The buyers of the loans are identified in the PTSB release as a SPV called “Consumer Auto Receivables Finance Limited” and a “global bank”. It is understood that Deutsche Bank is behind both, and industry insiders have raised eyebrows at the involvement of Deutsche Bank is these loans, the majority of which are understood to be car finance loans, because car finance is not an area in which Deutsche Bank specializes.

In addition, there has been a management buy-out of a PTSB unit, Permanent TSB Finance Limited. The management set up a new company called “First Citizen Finance Limited” and all staff in the PTSB unit are expected to transfer to the new company. The new company is contracted by the buyer of the loans to service the loans. “Management buy-out”  might be a grandiose term for this transaction as PTSB has said the sale was for “a nominal consideration”.The unit which was bought out by management made a €16m loss in 2011, according to the statement, but it is unclear if that includes loan impairments and the operating profit of the businesses was not disclosed.
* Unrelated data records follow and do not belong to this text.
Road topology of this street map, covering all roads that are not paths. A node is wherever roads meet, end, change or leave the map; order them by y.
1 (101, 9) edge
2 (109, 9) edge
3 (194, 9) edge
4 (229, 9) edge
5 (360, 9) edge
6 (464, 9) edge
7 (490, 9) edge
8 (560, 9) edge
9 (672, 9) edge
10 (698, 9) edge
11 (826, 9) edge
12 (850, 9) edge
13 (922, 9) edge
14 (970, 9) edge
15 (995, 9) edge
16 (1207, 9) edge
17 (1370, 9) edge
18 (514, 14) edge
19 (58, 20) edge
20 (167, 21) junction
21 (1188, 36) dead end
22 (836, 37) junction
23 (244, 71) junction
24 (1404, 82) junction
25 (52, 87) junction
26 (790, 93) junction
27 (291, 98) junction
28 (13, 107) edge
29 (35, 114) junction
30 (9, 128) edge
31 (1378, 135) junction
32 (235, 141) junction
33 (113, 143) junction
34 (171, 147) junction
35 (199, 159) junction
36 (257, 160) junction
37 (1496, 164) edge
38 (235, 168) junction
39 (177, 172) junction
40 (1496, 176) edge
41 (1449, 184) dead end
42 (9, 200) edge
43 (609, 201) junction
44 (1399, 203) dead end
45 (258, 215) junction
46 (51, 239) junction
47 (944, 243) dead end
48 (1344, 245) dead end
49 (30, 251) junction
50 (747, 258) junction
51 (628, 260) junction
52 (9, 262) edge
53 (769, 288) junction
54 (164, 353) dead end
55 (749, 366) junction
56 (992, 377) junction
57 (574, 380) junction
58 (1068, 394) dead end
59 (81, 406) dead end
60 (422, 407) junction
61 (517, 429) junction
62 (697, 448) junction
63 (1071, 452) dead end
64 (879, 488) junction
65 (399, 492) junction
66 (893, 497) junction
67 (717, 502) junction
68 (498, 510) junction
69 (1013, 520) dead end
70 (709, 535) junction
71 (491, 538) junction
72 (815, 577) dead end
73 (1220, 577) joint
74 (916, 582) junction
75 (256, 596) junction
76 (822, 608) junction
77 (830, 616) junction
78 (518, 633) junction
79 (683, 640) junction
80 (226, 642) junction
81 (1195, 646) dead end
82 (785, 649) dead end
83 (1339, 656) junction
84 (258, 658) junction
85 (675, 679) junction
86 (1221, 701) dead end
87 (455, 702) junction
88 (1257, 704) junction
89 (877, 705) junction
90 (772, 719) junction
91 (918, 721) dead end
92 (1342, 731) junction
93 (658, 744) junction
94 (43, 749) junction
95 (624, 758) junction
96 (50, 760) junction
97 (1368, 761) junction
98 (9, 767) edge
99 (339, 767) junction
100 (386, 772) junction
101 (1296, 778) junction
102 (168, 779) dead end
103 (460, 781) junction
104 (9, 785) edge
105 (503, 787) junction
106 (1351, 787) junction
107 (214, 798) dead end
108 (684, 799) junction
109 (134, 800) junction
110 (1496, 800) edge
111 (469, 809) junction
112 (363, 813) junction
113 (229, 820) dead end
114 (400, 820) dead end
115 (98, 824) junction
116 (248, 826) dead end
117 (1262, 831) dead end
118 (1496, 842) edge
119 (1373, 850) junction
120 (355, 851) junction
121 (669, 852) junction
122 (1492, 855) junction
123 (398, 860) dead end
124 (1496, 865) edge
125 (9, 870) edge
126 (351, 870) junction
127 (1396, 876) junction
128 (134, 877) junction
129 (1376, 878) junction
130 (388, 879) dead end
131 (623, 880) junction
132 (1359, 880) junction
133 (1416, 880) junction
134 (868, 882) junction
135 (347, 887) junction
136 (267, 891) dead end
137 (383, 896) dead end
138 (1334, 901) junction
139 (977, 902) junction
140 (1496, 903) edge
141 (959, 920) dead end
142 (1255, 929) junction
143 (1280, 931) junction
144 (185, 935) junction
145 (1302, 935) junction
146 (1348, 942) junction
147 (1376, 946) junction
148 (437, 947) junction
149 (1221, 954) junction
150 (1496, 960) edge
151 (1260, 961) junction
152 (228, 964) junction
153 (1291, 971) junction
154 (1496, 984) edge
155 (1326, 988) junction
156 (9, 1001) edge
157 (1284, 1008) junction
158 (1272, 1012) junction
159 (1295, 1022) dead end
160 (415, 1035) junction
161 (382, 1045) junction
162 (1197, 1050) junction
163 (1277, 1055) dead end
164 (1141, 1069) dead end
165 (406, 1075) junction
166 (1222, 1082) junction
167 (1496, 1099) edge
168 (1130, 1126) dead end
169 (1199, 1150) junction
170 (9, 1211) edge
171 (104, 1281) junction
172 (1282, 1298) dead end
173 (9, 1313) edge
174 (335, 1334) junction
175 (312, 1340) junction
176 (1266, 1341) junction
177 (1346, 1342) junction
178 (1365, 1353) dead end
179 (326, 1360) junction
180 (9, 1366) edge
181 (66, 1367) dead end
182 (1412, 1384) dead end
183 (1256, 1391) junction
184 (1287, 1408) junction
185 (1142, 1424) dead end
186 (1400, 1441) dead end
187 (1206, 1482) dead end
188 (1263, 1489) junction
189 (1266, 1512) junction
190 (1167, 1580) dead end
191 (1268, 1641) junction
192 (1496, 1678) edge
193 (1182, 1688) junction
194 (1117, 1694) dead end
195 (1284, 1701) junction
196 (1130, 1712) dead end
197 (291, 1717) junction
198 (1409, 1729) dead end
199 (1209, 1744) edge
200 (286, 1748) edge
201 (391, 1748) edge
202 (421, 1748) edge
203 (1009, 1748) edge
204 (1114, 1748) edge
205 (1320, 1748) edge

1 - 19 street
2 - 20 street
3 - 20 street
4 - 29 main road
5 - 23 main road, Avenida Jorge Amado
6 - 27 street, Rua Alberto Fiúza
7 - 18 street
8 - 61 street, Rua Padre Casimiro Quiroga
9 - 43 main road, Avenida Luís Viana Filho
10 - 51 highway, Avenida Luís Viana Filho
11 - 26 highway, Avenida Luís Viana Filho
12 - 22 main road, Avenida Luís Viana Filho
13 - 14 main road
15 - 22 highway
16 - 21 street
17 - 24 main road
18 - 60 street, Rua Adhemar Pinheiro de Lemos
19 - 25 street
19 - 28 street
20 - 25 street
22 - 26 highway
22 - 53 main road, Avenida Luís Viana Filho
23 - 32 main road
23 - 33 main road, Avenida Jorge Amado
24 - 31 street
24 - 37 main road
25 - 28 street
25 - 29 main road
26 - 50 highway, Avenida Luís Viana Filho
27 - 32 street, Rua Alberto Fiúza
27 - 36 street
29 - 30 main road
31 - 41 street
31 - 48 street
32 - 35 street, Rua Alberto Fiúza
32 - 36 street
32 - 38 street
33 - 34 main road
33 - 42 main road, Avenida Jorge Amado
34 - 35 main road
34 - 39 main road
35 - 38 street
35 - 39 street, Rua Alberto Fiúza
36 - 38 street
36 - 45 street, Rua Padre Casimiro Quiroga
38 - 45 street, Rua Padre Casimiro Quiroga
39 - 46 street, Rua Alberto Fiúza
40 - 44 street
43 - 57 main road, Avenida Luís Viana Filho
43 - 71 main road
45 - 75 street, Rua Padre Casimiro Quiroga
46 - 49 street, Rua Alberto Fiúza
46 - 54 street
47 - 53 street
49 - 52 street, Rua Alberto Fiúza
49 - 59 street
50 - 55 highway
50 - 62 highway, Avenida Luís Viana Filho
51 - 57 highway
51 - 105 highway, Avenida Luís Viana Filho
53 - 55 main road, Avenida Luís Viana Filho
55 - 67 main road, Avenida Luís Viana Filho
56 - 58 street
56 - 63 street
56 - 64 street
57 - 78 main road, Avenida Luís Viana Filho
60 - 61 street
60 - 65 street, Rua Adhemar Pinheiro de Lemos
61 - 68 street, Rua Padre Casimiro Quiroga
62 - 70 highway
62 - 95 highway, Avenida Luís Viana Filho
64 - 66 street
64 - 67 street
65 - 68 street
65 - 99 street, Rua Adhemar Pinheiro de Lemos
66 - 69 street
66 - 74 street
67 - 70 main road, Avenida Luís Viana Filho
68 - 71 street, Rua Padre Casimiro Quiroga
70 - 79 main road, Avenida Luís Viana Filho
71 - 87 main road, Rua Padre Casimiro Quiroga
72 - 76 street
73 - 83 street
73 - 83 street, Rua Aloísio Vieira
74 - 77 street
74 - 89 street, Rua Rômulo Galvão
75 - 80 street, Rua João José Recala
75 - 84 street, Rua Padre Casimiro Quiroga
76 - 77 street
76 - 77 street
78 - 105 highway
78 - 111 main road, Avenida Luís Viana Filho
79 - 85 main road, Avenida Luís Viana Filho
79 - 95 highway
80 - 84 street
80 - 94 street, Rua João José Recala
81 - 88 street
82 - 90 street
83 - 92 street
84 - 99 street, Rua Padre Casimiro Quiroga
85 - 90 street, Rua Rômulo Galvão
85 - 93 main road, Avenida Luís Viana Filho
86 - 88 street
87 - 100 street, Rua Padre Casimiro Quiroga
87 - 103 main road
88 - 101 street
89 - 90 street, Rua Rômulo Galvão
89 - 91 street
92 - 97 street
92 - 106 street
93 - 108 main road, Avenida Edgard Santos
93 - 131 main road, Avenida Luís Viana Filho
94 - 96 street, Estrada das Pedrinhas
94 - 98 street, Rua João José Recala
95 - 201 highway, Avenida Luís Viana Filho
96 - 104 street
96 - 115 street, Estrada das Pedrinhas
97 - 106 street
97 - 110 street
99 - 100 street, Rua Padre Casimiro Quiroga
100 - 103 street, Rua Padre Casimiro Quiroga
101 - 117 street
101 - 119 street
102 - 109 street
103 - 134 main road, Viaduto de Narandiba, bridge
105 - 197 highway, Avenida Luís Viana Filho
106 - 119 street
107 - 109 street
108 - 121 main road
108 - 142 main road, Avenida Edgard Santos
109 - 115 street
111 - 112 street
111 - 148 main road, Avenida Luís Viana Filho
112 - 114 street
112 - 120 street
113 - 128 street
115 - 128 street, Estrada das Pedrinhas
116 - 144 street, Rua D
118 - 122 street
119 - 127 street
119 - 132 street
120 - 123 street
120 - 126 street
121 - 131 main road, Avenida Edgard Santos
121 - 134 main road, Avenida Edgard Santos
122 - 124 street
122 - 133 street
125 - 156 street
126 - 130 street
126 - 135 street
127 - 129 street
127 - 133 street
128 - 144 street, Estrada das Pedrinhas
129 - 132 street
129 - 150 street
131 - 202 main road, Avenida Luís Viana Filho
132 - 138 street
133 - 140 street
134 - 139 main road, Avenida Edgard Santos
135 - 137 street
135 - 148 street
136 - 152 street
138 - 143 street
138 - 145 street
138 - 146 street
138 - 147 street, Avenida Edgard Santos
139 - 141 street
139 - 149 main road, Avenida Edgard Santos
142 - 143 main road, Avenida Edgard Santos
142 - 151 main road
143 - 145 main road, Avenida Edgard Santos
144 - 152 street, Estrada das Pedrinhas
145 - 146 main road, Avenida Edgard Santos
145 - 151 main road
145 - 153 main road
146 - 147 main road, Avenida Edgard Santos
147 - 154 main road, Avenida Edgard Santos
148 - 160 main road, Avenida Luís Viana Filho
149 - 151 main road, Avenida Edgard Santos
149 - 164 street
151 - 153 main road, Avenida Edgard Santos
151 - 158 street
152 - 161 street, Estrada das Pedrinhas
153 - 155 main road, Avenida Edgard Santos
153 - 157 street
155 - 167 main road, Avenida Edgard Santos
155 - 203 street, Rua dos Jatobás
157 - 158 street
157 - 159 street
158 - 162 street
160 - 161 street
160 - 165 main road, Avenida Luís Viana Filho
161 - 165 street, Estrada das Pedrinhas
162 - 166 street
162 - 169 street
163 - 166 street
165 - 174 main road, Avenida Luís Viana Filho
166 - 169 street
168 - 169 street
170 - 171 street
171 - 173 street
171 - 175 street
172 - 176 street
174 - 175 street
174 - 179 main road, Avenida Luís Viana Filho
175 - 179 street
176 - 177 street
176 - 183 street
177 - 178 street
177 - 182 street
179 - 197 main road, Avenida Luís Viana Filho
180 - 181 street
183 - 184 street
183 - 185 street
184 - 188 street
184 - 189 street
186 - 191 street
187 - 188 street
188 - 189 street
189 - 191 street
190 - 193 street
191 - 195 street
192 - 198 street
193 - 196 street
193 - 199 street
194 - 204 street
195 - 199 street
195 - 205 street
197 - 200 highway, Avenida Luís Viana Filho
So, did a bank into which we have to date shoveled €4bn and which we own 99.5% execute a financially stupid transaction? Was the sale price for the loans of €287m a “fire sale price” forced on the company by the need to repay bonds in January and April 2013. And was selling a unit to management for “a nominal sum” a good deal for PTSB? Davy Corporate Finance again advised PTSB and how much did they get paid on the transaction? How were the portfolios marketed so as to maximize value? Can we expect Deutsche Bank, which doesn’t specialize in car finance, to flip the assets and make a quick windfall profit?

Given that Minister Noonan keeps on telling us the details of these transactions in banks which we practically own are commercially sensitive, who knows, who can tell.